La cérémonie a eu lieu en présence du directeur délégué du collectif GÉNÉRATION CRÉATIVE, Ousmane BOUNDAONE, la représentante de l’ambassade de France, Laurence Arnaud, le Directeur délégué de l’Institut français de Ouagadougou, Pierre Mulets et du directeur de l’ISIS, Frédéric Kaboré.

Le projet Paspanga compte travailler à rendre la filière audiovisuelle dynamique, compétitive et émergente au Burkina Faso. C’est un projet financé par le ministère de l’Europe et des affaires étrangères par délégation et l’ambassade de France au Burkina Faso à travers le fonds de solidarité pour les projets innovants à hauteur de 610 000 euros soit 396 580 837 FCFA pour une durée de 24 mois.
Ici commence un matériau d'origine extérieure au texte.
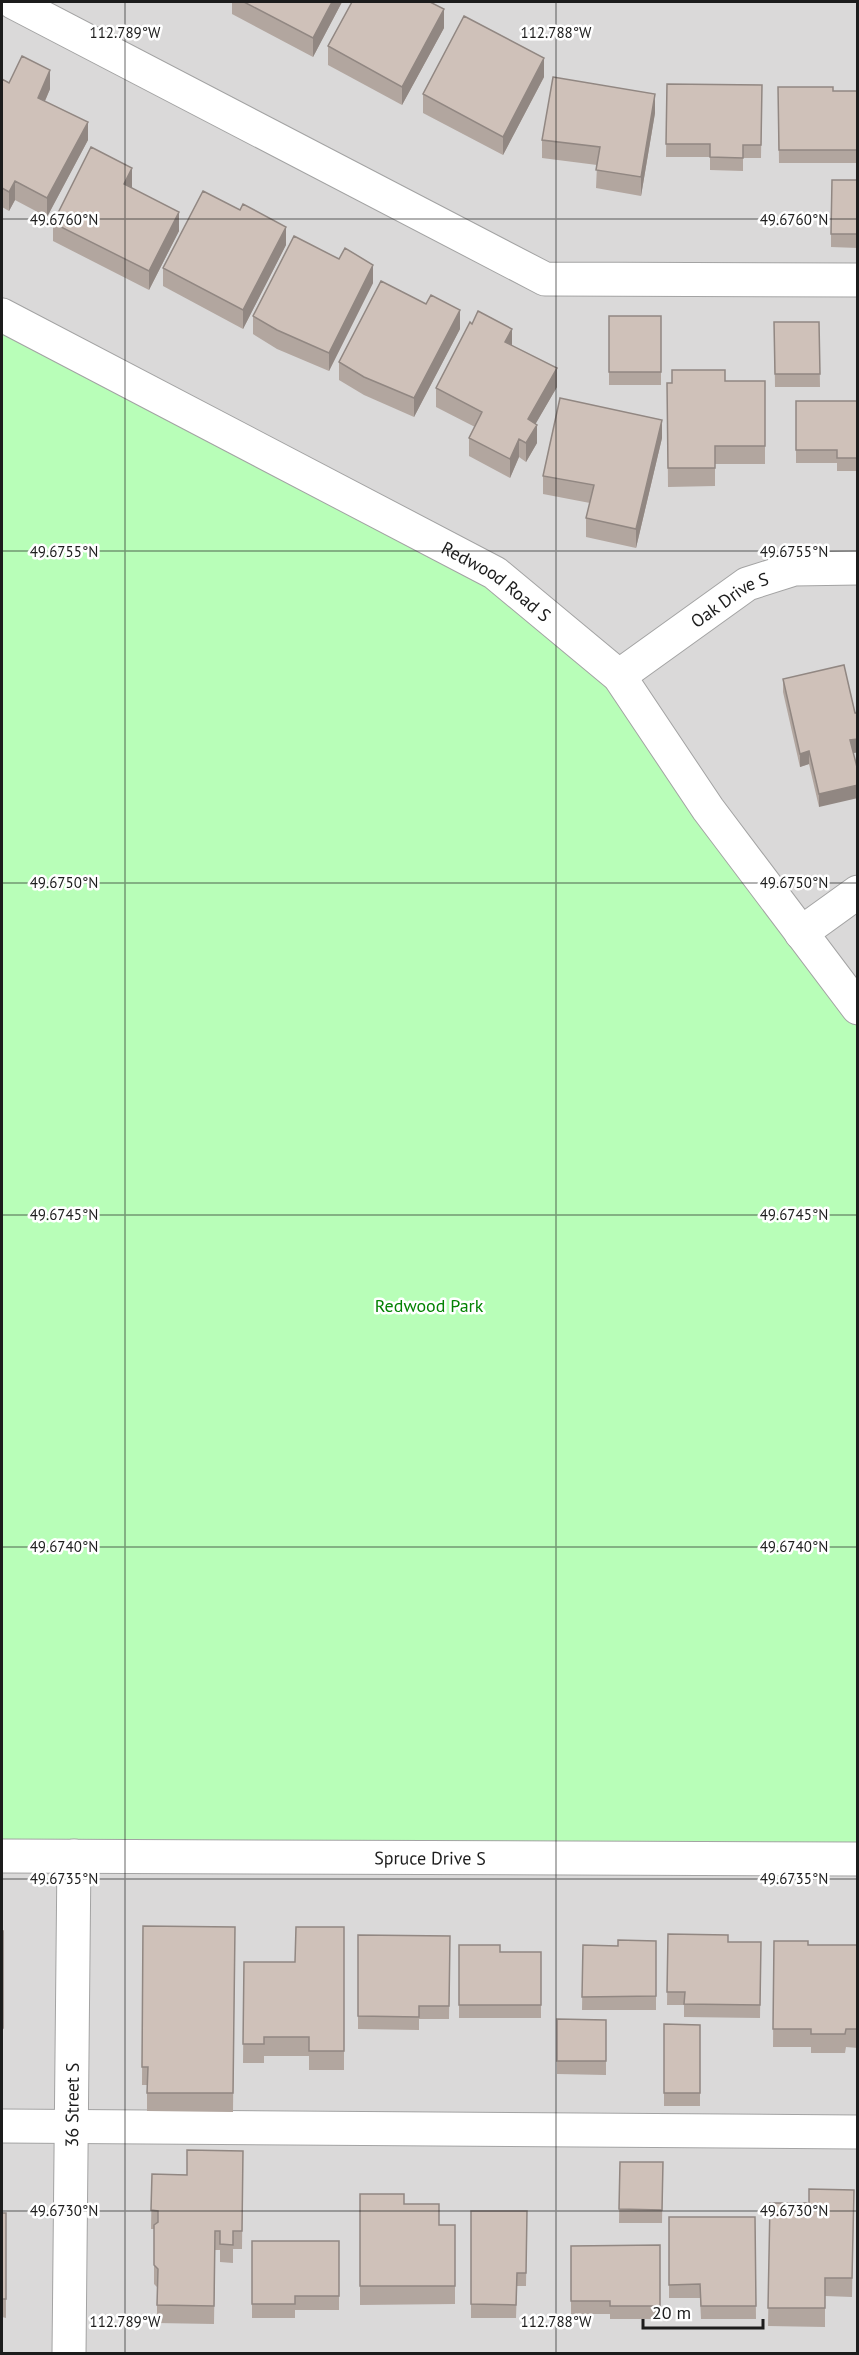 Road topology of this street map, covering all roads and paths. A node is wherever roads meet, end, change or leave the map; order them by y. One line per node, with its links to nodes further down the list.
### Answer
1 (14, 2): 2 (street)
2 (858, 280)
3 (2, 315): 5 (street, Redwood Road S)
4 (858, 568): 5 (street, Oak Drive S)
5 (619, 676): 7 (street, Redwood Road S)
6 (858, 892): 7 (street)
7 (801, 933): 8 (street, Redwood Road S)
8 (858, 1008)
9 (2, 1856): 10 (street, Spruce Drive S)
10 (74, 1856): 11 (street, Spruce Drive S); 13 (street, 36 Street S)
11 (858, 1859)
12 (2, 2126): 13 (street)
13 (71, 2126): 14 (street); 15 (street, 36 Street S)
14 (858, 2132)
15 (69, 2354)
Les participants à cette conférence.

Il s’agira pour ce projet de mettre en pratique un partenariat dynamique et opérationnel entre des structures des arts de la scène et du cinéma du Burkina Faso, de France et d’Afrique.
A entendre les conférenciers du jour, le projet répond à trois composantes avec une démarche innovante. Notamment :
-Le renforcement du programme de formation aux métiers du cinéma ;
-La mise en pratique d’un dispositif d’incubation de projets de films pour une meilleure insertion professionnelle des jeunes cinéastes burkinabè ;
-La mise en réseau et le suivi : Networking et action de suivi des bénéficiaires et des projets.

Selon Ousmane Boundoané, le projet PASPANGA est une collaboration technique mais reste influençable par la coopération politique. « Cette coopération technique existe parce qu’il y a une coopération politique entre les deux Etats. Si demain il n’y a plus de coopération politique, il sera très difficile de tenir cette coopération technique », a appuyé la conseillère en coopération et d’action culturelle à l’ambassade de France au Burkina, Laurence Arnoux.
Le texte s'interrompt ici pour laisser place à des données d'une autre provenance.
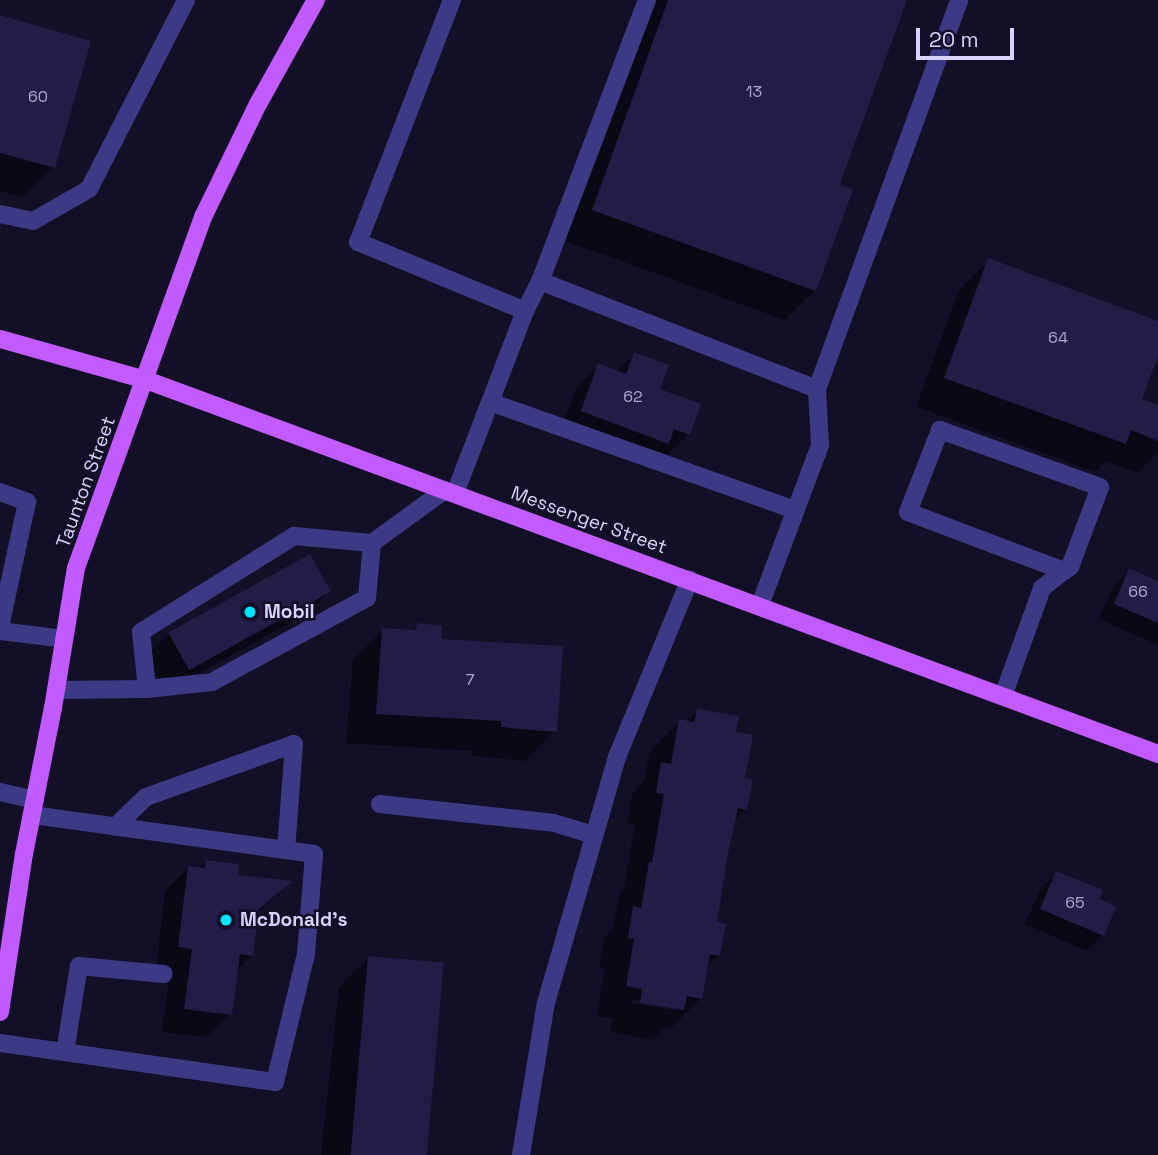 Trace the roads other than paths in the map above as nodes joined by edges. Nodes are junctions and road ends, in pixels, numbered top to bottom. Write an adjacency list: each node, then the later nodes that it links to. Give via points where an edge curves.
1 (186, 0): 6 (street, via 89,189 33,221)
2 (316, 0): 10 (main road, Taunton Street, via 204,215)
3 (452, 0): 8 (street, via 358,242)
4 (647, 0): 7 (street)
5 (959, 0): 11 (street)
6 (0, 214)
7 (540, 281): 8 (street); 11 (street)
8 (525, 312): 12 (street)
9 (0, 339): 10 (main road, Messenger Street)
10 (146, 380): 14 (main road, Messenger Street); 21 (main road, Taunton Street, via 76,568)
11 (817, 389): 15 (street, via 820,444)
12 (491, 402): 14 (street); 15 (street)
13 (0, 492): 20 (street, via 27,502)
14 (450, 492): 16 (street); 18 (main road, Messenger Street)
15 (795, 510): 19 (street)
16 (372, 543): 22 (street, via 368,598 212,682); 22 (street, via 294,536 141,632)
17 (1064, 571): 17 (street, via 1070,567 1100,487 940,430 908,513); 24 (street, via 1042,588)
18 (690, 579): 19 (main road, Messenger Street); 30 (street, via 617,757)
19 (760, 605): 24 (main road, Messenger Street)
20 (0, 629): 21 (street)
21 (64, 639): 23 (main road, Taunton Street)
22 (147, 689): 23 (street)
23 (56, 690): 28 (main road, Taunton Street)
24 (1003, 696): 25 (main road, Messenger Street)
25 (1158, 754)
26 (0, 792): 28 (street)
27 (380, 804): 30 (street, via 555,823)
28 (33, 808): 29 (street); 33 (main road, Taunton Street)
29 (115, 827): 31 (street); 31 (street, via 146,797 294,744)
30 (594, 835): 37 (street, via 546,1003)
31 (286, 850): 36 (street, via 314,854 306,954 275,1082)
32 (164, 974): 36 (street, via 79,966)
33 (3, 977): 34 (main road, Taunton Street)
34 (0, 1012)
35 (0, 1043): 36 (street)
36 (65, 1052)
37 (521, 1155)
Pour, le représentant des structures partenaires, Frédéric Kaboré directeur de l’ISIS, le projet arrive au bon moment parce qu’il y a beaucoup de volontaires et de créateurs qui se révèlent mais qui ont besoin de bases minimales pour performer. » Nous avons besoin de renforcer notre présence dans le domaine du cinéma sur le plan de l’utilisation de la technique. Nos produits ont besoin de voyager et pour cela la formation et le renforcement des capacités deviennent une étape importante. Ici au Burkina, nous avons besoin de fabriquer une vraie relève et de passer à une qualité nettement supérieure » a laissé entendre le représentant des structures partenaires.